Di seguito un estratto dal libro "Apnea" candidato al Premio Strega, e presentato da Clara Sereni e Sandro Veronesi.

"È quasi l'ora di pranzo. Sto sciando insieme alla mia fidanzata, in realtà la precedo perché è troppo lenta. È quasi l'ora di pranzo. Ho la faccia immersa nella neve. Non sento più niente, come fossi dentro un batuffolo d'ovatta. Non riesco a respirare. Qualcuno mi prende la testa tra le mani e la gira: respiro.

Ora sono in un garage, sembra l'officina di un meccanico. Ho la sensazione di avere una persona davanti girata di spalle e una dietro che mi tocca la testa, ma non le distinguo chiaramente. Ho sete. Qualcuno mi fa bere. Sento il liquido fresco scendere giù fino allo stomaco e oltre; lo sento nella vescica e non posso trattenerlo dentro; lo sento fluire in mezzo alle gambe: è bellissimo, paragonabile a un orgasmo.

Il garage è l'elicottero che mi sta trasportando d'urgenza in ospedale. Sono sveglio ma la mia coscienza vaga scioccata, costruendo una difesa visionaria che confonde quello che in realtà sta succedendo. Mi diranno in seguito che in molti, trasportati in elicottero dopo gravi incidenti, raccontano di essere stati in un garage; mi diranno anche che all'arrivo al pronto soccorso ho detto che qualcuno mi aveva dato da bere, scatenando un attimo di panico generale. Se qualcuno l'avesse veramente fatto, non sarei qui a scrivere.
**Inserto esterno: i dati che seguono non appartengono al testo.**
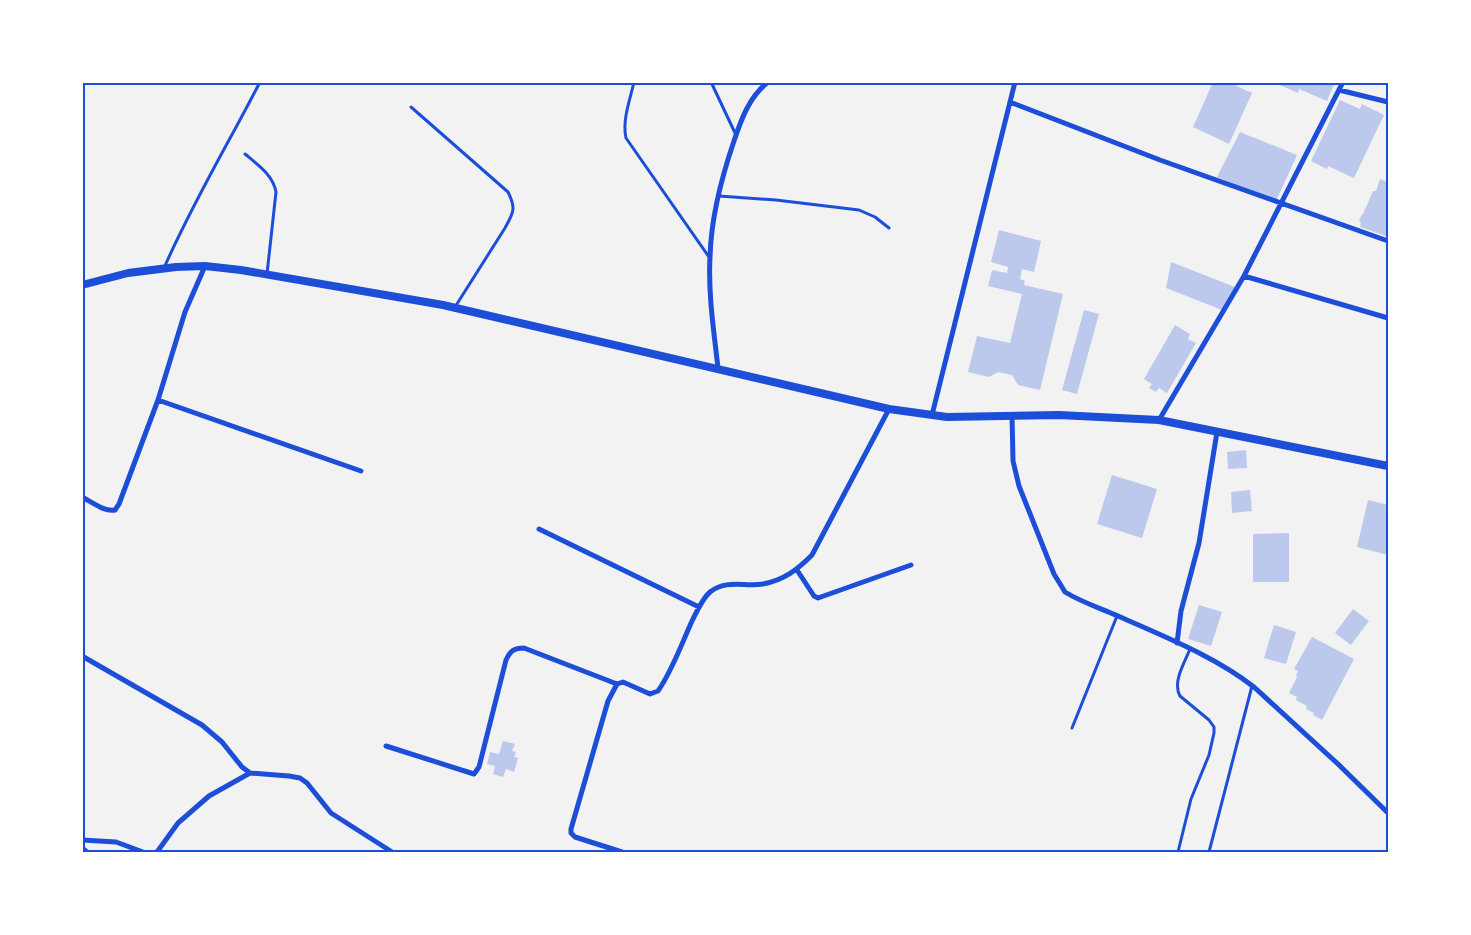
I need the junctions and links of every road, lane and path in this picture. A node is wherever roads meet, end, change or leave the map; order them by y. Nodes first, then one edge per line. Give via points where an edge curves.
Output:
1 (260, 82) edge
2 (634, 82) edge
3 (711, 82) edge
4 (768, 82) edge
5 (1015, 82) edge
6 (1343, 82) edge
7 (1339, 90) junction
8 (1010, 102) junction
9 (1388, 102) edge
10 (411, 107) dead end
11 (736, 136) junction
12 (245, 154) dead end
13 (719, 196) junction
14 (1282, 204) junction
15 (889, 228) dead end
16 (1388, 241) edge
17 (710, 258) junction
18 (205, 266) junction
19 (164, 269) junction
20 (267, 274) junction
21 (1244, 276) junction
22 (82, 284) edge
23 (455, 308) junction
24 (1388, 318) edge
25 (718, 368) junction
26 (158, 400) junction
27 (889, 408) junction
28 (932, 415) junction
29 (1012, 415) junction
30 (1159, 420) junction
31 (1217, 432) junction
32 (1388, 466) edge
33 (360, 470) dead end
34 (82, 497) edge
35 (539, 529) dead end
36 (911, 565) dead end
37 (797, 570) junction
38 (699, 607) junction
39 (1117, 616) junction
40 (1177, 643) junction
41 (1190, 648) junction
42 (82, 656) edge
43 (617, 684) junction
44 (1252, 686) junction
45 (1072, 728) dead end
46 (386, 746) dead end
47 (250, 773) junction
48 (1388, 813) edge
49 (82, 840) edge
50 (82, 848) edge
51 (608, 851) edge
52 (87, 852) edge
53 (143, 852) edge
54 (157, 852) edge
55 (392, 852) edge
56 (622, 852) edge
57 (1178, 852) edge
58 (1209, 852) edge

1 - 19 lane via 176,240
2 - 17 lane via 624,130 626,138
3 - 11 lane
4 - 11 street via 750,101
5 - 8 street
6 - 7 street
7 - 9 street
7 - 14 street
8 - 14 street
8 - 28 street
10 - 23 lane via 508,192 514,204 511,217
11 - 13 street
12 - 20 lane via 275,183
13 - 15 lane via 859,210
13 - 17 street
14 - 16 street
14 - 21 street
17 - 25 street
18 - 19 street
18 - 20 street
18 - 26 street via 185,312
19 - 22 street via 128,273
20 - 23 street
21 - 24 street
21 - 30 street
23 - 25 street
25 - 27 street
26 - 33 street
26 - 34 street via 115,510 104,509
27 - 28 street
27 - 37 street via 812,555
28 - 29 street
29 - 30 street via 1058,414
29 - 39 street via 1013,461 1019,486 1054,574 1065,592
30 - 31 street
31 - 32 street
31 - 40 street via 1199,543 1181,611
35 - 38 street
36 - 37 street via 818,598
37 - 38 street via 762,584 721,586 710,592
38 - 43 street via 658,691 650,694 623,682
39 - 40 street
39 - 45 lane
40 - 41 street
41 - 44 street
41 - 57 lane via 1177,691 1208,720 1214,727 1214,733 1209,755 1191,799
42 - 47 street via 202,725
43 - 46 street via 517,648 506,660 479,767 474,774
43 - 51 street via 608,701 571,829 576,837
44 - 48 street
44 - 58 lane
47 - 54 street via 209,796 178,823
47 - 55 street via 300,778 331,813
49 - 53 street via 116,842
50 - 52 street
51 - 56 street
Mi sorprende vedere che sul lungomare di Ostia hanno costruito un ospedale americano. Anche le ambulanze sono americane: grosse, quasi quadrate e piene di luci e lucette intermittenti. Sono sdraiato sul cofano di una macchina proprio davanti all'ingresso, intorno a me infuria una battaglia. Truppe di marines statunitensi affrontano guerriglieri di un'etnia africana non meglio definita: fumo, proiettili, esplosioni. Non riesco ad alzarmi. Non credo di essere ferito, ma ho grosse difficoltà a muovermi, posso solo essere uno spettatore passivo di ciò che accade. Gli africani stanno tentando un colpo di stato, di quale stato non saprei, e si fanno esplodere. Ma non come i terroristi islamici carichi di tritolo, questi diventano incandescenti come la lava e saltano in aria. Sembra una reazione chimica, una specie di autocombustione esplosiva. Sopra l'ingresso del pronto soccorso c'è una grata rettangolare color oro. Nascosto dietro, un guerrigliero sta gradualmente cambiando colore: dal nero all'arancione, fino al rosso fuoco. Mi agito e cerco di avvertire i marines, ma non riesco a gridare, dalla mia bocca non esce alcun suono. Mi giro di lato e vedo un grande pullman di quelli da gita turistica. È fermo davanti a me e si divide a metà: grazie a qualche congegno, la coda si separa dalla testa rimanendo comunque attaccata. La carrozzeria si divide mentre la scocca si allunga. Di lato fuoriesce una pedana quadrata bucata nel mezzo, con un guerrigliero appeso e incandescente. Sotto la pedana, dove un minuto prima c'era asfalto, si apre una profondissima voragine. La scena ricorda vagamente una nave pirata col suo trampolino sul mare infestato dagli squali. Infatti, l'uomo nero viene fatto precipitare nella buca prima di esplodere.Di colpo mi ritrovo all'interno del pullman. Sono seduto davanti con lo schienale del sedile completamente reclinato. In piedi accanto a me, un uomo con i capelli bianchi mi parla: "Tu sei figlio di Antonio e Milvia?". "Sì." "Allora devi stare tranquillo che non ti succederà niente." La voce dell'uomo è ferma e rassicurante, ma io ho paura: è lui il capo dei guerriglieri.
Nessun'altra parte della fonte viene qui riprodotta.